### WORK REQUIRED
Your answer should be a single number: the count of lines in the entries below that contain "رستم".

=-=-=-=-=

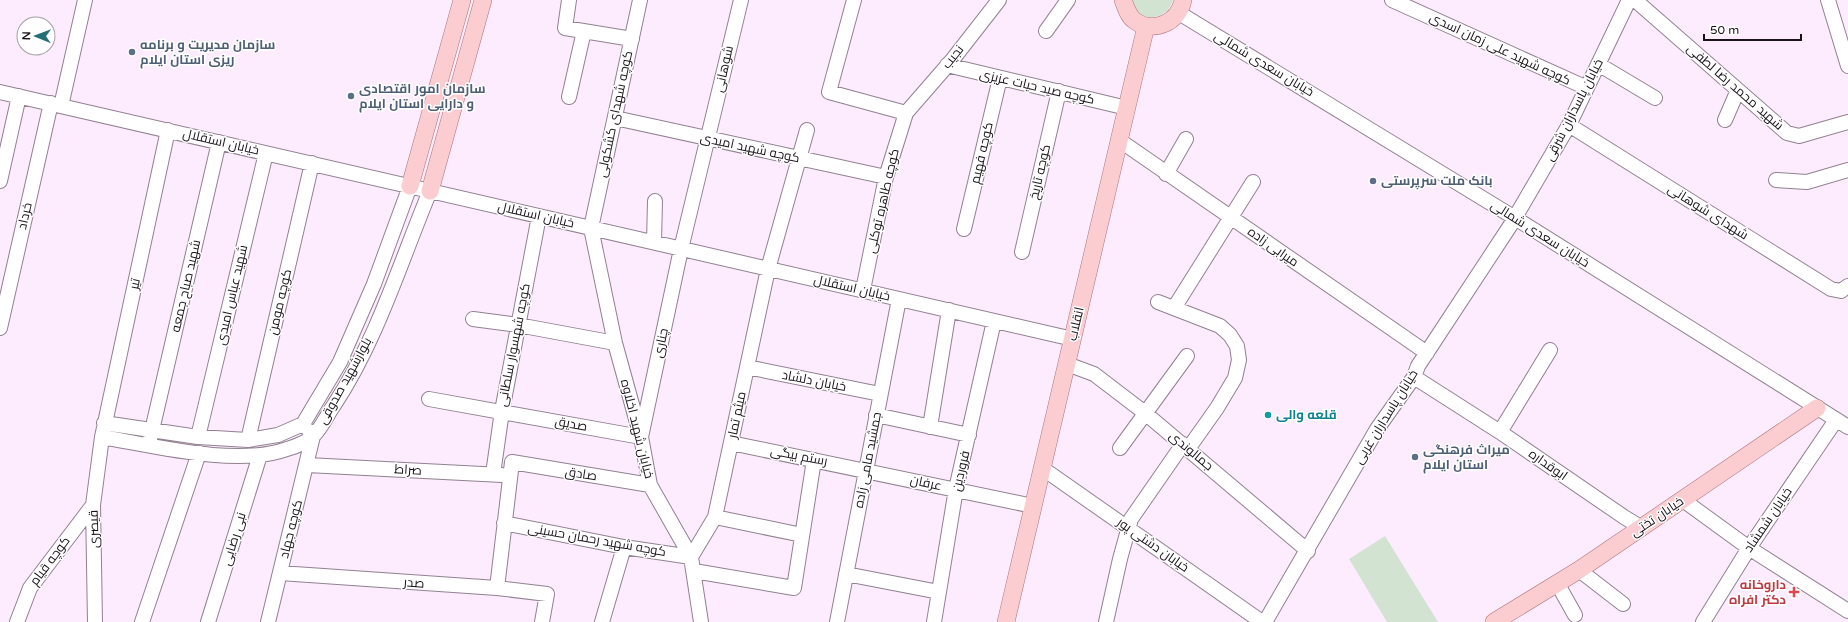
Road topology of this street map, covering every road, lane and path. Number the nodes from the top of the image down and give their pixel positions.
1 (85, 0) edge
2 (462, 0) edge
3 (484, 0) edge
4 (569, 0) edge
5 (640, 0) edge
6 (741, 0) edge
7 (854, 0) edge
8 (999, 0) edge
9 (1068, 0) edge
10 (1123, 0) edge
11 (1629, 0) edge
12 (1635, 0) edge
13 (1828, 0) edge
14 (1398, 1) edge
15 (1181, 6) edge
16 (1146, 26) junction
17 (584, 31) junction
18 (1046, 32) dead end
19 (632, 39) junction
20 (1598, 64) junction
21 (947, 65) junction
22 (1848, 66) edge
23 (1000, 78) junction
24 (1587, 88) junction
25 (1738, 90) junction
26 (0, 92) edge
27 (1059, 92) junction
28 (19, 96) junction
29 (569, 98) dead end
30 (1655, 98) dead end
31 (56, 104) junction
32 (1127, 108) junction
33 (906, 113) junction
34 (615, 118) junction
35 (1725, 120) dead end
36 (1848, 122) edge
37 (1569, 125) junction
38 (168, 130) junction
39 (807, 130) dead end
40 (708, 138) junction
41 (1186, 138) dead end
42 (1119, 140) junction
43 (219, 142) junction
44 (266, 153) junction
45 (799, 158) junction
46 (312, 163) junction
47 (1848, 170) edge
48 (1166, 174) junction
49 (886, 178) junction
50 (1776, 180) dead end
51 (0, 181) edge
52 (1253, 182) dead end
53 (410, 186) junction
54 (430, 191) junction
55 (655, 201) dead end
56 (539, 216) junction
57 (1231, 218) junction
58 (1515, 218) junction
59 (590, 228) junction
60 (964, 229) dead end
61 (654, 242) junction
62 (681, 248) junction
63 (1022, 252) dead end
64 (768, 268) junction
65 (1848, 286) edge
66 (863, 290) junction
67 (899, 299) junction
68 (1158, 302) dead end
69 (1174, 308) junction
70 (949, 310) junction
71 (473, 319) dead end
72 (994, 321) junction
73 (518, 325) junction
74 (0, 328) edge
75 (1073, 339) junction
76 (615, 343) junction
77 (1550, 350) dead end
78 (1427, 353) junction
79 (1187, 356) dead end
80 (1067, 364) junction
81 (747, 367) junction
82 (1414, 377) junction
83 (880, 394) junction
84 (429, 399) dead end
85 (1817, 408) junction
86 (502, 411) junction
87 (1145, 413) junction
88 (876, 415) junction
89 (104, 423) junction
90 (1842, 423) edge
91 (303, 424) junction
92 (930, 427) junction
93 (152, 430) junction
94 (1500, 432) junction
95 (970, 435) junction
96 (313, 436) junction
97 (102, 437) junction
98 (640, 437) junction
99 (198, 438) junction
100 (248, 440) junction
101 (731, 443) junction
102 (149, 445) junction
103 (1186, 446) junction
104 (1120, 448) dead end
105 (199, 453) junction
106 (260, 455) junction
107 (814, 460) junction
108 (307, 465) junction
109 (1042, 468) junction
110 (511, 469) junction
111 (866, 470) junction
112 (493, 474) junction
113 (650, 485) junction
114 (956, 489) junction
115 (1683, 500) junction
116 (93, 506) junction
117 (1033, 506) junction
118 (715, 517) junction
119 (504, 523) junction
120 (1130, 528) junction
121 (1642, 528) junction
122 (802, 535) junction
123 (624, 547) junction
124 (1749, 548) junction
125 (1308, 550) junction
126 (691, 557) junction
127 (1579, 570) junction
128 (694, 571) junction
129 (280, 573) junction
130 (846, 574) junction
131 (1557, 583) junction
132 (497, 588) junction
133 (939, 592) junction
134 (1623, 604) dead end
135 (1848, 611) edge
136 (1575, 616) dead end
137 (1706, 621) edge
138 (17, 622) edge
139 (95, 622) edge
140 (142, 622) edge
141 (208, 622) edge
142 (268, 622) edge
143 (542, 622) edge
144 (602, 622) edge
145 (701, 622) edge
146 (837, 622) edge
147 (934, 622) edge
148 (1006, 622) edge
149 (1106, 622) edge
150 (1264, 622) edge
151 (1494, 622) edge

1 - 31 street, خرداد
2 - 53 main road
3 - 54 main road
4 - 17 street
5 - 19 street, کوچه شهدای کشکولی
6 - 40 street, شوهانی
7 - 33 street
8 - 21 street, نجیب
9 - 18 street
10 - 16 main road
11 - 20 street, خیابان پاسداران شرقی
12 - 25 street, شهید محمد رضا لطفی
13 - 22 street
14 - 24 street, کوچه شهید علی زمان اسدی
15 - 16 main road
15 - 58 street, خیابان سعدی شمالی
16 - 32 main road, انقلاب
17 - 19 street
17 - 29 street
19 - 34 street, کوچه شهدای کشکولی
20 - 24 street, خیابان پاسداران شرقی
20 - 30 street
21 - 23 street, کوچه صید حیات عزیزی
21 - 33 street, نجیب
23 - 27 street, کوچه صید حیات عزیزی
23 - 60 street, کوچه فهیم
24 - 37 street, خیابان پاسداران شرقی
25 - 35 street
25 - 36 street, شهید محمد رضا لطفی
26 - 28 street, خیابان استقلال
27 - 32 street, کوچه صید حیات عزیزی
27 - 63 street, کوچه تاریخ
28 - 31 street, خیابان استقلال
28 - 51 street
31 - 38 street, خیابان استقلال
31 - 74 street, خرداد
32 - 42 main road, انقلاب
33 - 49 street, کوچه طاهره توکلی
34 - 40 street, کوچه شهید امیدی
34 - 59 street, کوچه شهدای کشکولی
37 - 58 street, خیابان پاسداران شرقی
37 - 65 street, شهدای شوهانی
38 - 43 street, خیابان استقلال
38 - 89 street, تیر
39 - 45 street, میثم تمار
40 - 45 street, کوچه شهید امیدی
40 - 62 street, شوهانی
41 - 48 street
42 - 48 street, میرابی زاده
42 - 75 main road, انقلاب
43 - 44 street, خیابان استقلال
43 - 93 street, شهید صباح جمعه
44 - 46 street, خیابان استقلال
44 - 99 street, شهید عباس امیدی
45 - 49 street, کوچه شهید امیدی
45 - 64 street, میثم تمار
46 - 53 street, خیابان استقلال
46 - 100 street, کوچه مومن
47 - 50 street
48 - 57 street, میرابی زاده
49 - 66 street, کوچه طاهره توکلی
52 - 57 street
53 - 54 street, خیابان استقلال
53 - 91 street, بلوارشهید صدوقی
54 - 56 street, خیابان استقلال
54 - 96 street, بلوارشهید صدوقی
55 - 61 street
56 - 59 street, خیابان استقلال
56 - 73 street, کوچه شهسوار سلطانی
57 - 69 street
57 - 78 street, میرابی زاده
58 - 78 street, خیابان پاسداران غربی
58 - 85 street, خیابان سعدی شمالی
59 - 61 street, خیابان استقلال
59 - 76 street, خیابان شهید اخلاوه
61 - 62 street, خیابان استقلال
62 - 64 street, خیابان استقلال
62 - 98 street, چناری
64 - 66 street, خیابان استقلال
64 - 81 street, میثم تمار
66 - 67 street, خیابان استقلال
67 - 70 street, خیابان استقلال
67 - 83 street, جمشید مامی زاده
68 - 69 street
69 - 103 street
70 - 72 street, خیابان استقلال
70 - 92 street
71 - 73 street
72 - 75 street, خیابان استقلال
72 - 95 street, فروردین
73 - 76 street
73 - 86 street, کوچه شهسوار سلطانی
75 - 80 main road, انقلاب
76 - 98 street, خیابان شهید اخلاوه
77 - 94 street
78 - 82 street, خیابان پاسداران غربی
79 - 87 street
80 - 87 street, جمالوندی
80 - 109 main road, انقلاب
81 - 83 street, خیابان دلشاد
81 - 101 street, میثم تمار
82 - 94 street, ابوقداره
82 - 125 street, خیابان پاسداران غربی
83 - 88 street, جمشید مامی زاده
84 - 86 street, صدیق
85 - 90 street, خیابان سعدی شمالی
85 - 115 main road, خیابان تختی
86 - 98 street, صدیق
86 - 112 street, کوچه شهسوار سلطانی
87 - 103 street, جمالوندی
87 - 104 street
88 - 92 street
88 - 111 street, جمشید مامی زاده
89 - 93 street, بلوارشهید صدوقی
89 - 97 street, تیر
90 - 124 street, خیابان شمشاد
91 - 96 street
91 - 100 street, بلوارشهید صدوقی
92 - 95 street
93 - 99 street, بلوارشهید صدوقی
93 - 102 street, شهید صباح جمعه
94 - 121 street, ابوقداره
95 - 114 street, فروردین
96 - 106 street, بلوارشهید صدوقی
96 - 108 street, کوچه جهاد
97 - 102 street, بلوارشهید صدوقی
97 - 116 street, قیصری
98 - 113 street, خیابان شهید اخلاوه
99 - 100 street, بلوارشهید صدوقی
101 - 107 street, رستم بیگی
101 - 118 street, میثم تمار
102 - 105 street, بلوارشهید صدوقی
103 - 120 street
103 - 125 street, جمالوندی
105 - 106 street, بلوارشهید صدوقی
105 - 140 street
106 - 141 street, نبی رضایی
107 - 111 street, رستم بیگی
107 - 122 street
108 - 112 street, صراط
108 - 129 street, کوچه جهاد
109 - 117 main road, انقلاب
109 - 120 street, خیابان دشتی پور
110 - 112 street, صراط
110 - 113 street, صادق
110 - 119 street
111 - 114 street, عرفان
111 - 130 street, جمشید مامی زاده
113 - 126 street, خیابان شهید اخلاوه
114 - 117 street, عرفان
114 - 133 street, فروردین
115 - 121 main road, خیابان تختی
115 - 124 street
116 - 138 street, کوچه قیام
116 - 139 street, قیصری
117 - 148 main road, انقلاب
118 - 122 street
118 - 126 street, میثم تمار
119 - 123 street, کوچه شهید رحمان حسینی
119 - 132 street
120 - 149 street
120 - 150 street, خیابان دشتی پور
121 - 127 main road, خیابان تختی
122 - 128 street
123 - 126 street, کوچه شهید رحمان حسینی
123 - 144 street
124 - 135 street
124 - 137 street, خیابان شمشاد
125 - 150 street, خیابان پاسداران غربی
126 - 128 street, خیابان شهید اخلاوه
127 - 131 main road, خیابان تختی
127 - 134 street
128 - 145 street, خیابان شهید اخلاوه
129 - 132 street, صدر
129 - 142 street, کوچه جهاد
130 - 133 street
130 - 146 street, جمشید مامی زاده
131 - 136 street
131 - 151 main road, خیابان تختی
132 - 143 street, صدر
133 - 147 street, فروردین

=-=-=-=-=

### ANSWER TO THIS TASK
2